Your answer should consist only of the lines from the line containing "Please mark all" through the last line below, each repeated exactly.

Saved data entries:
+--
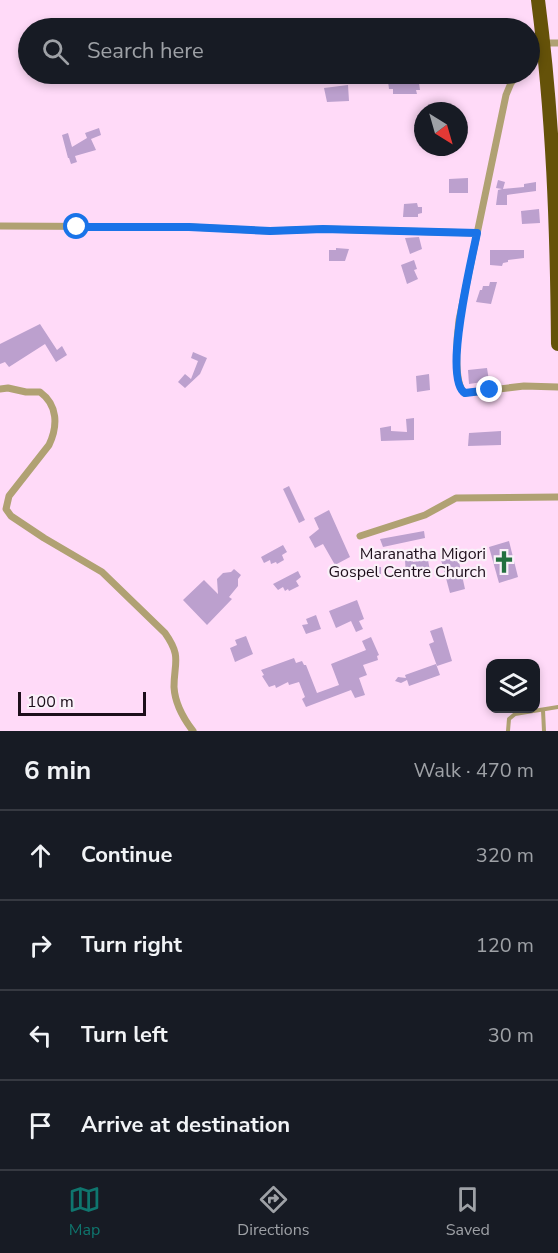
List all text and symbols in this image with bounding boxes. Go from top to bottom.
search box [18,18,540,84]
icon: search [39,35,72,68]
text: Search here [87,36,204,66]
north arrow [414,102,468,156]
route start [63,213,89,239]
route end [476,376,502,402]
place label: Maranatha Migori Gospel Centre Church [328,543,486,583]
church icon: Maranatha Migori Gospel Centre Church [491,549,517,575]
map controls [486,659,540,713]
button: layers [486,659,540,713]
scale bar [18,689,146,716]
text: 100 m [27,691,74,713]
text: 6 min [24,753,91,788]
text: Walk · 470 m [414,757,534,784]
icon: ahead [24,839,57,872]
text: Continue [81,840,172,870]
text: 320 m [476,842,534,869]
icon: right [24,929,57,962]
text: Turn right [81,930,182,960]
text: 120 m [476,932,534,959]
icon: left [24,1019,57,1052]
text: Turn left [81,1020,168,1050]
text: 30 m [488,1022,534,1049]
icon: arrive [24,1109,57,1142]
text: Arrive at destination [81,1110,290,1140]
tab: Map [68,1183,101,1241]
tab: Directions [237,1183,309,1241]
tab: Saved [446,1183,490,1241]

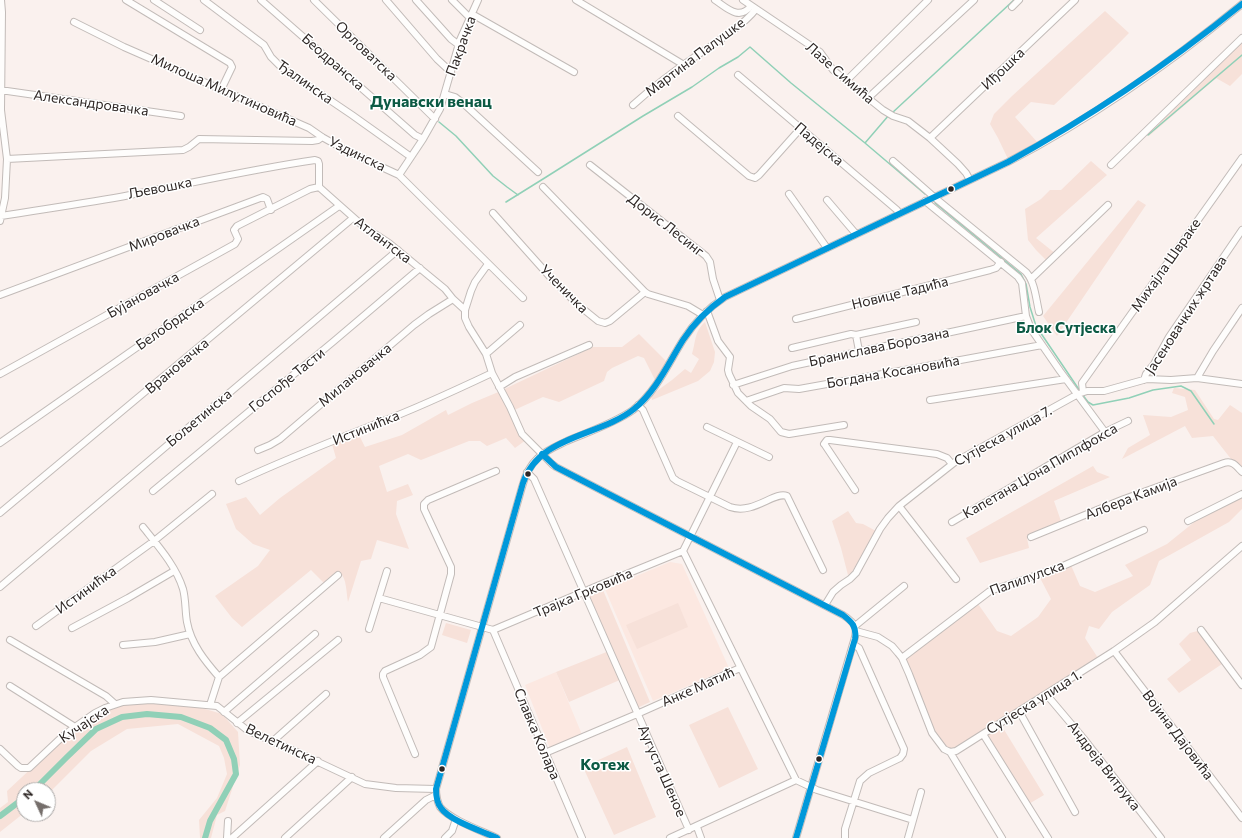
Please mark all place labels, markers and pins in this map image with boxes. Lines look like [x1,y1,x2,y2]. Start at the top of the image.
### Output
+--
YOUR RESPONSE:
Please mark all place labels, markers and pins in this map image with boxes. Lines look like [x1,y1,x2,y2]. Start at the top of the image.
### Output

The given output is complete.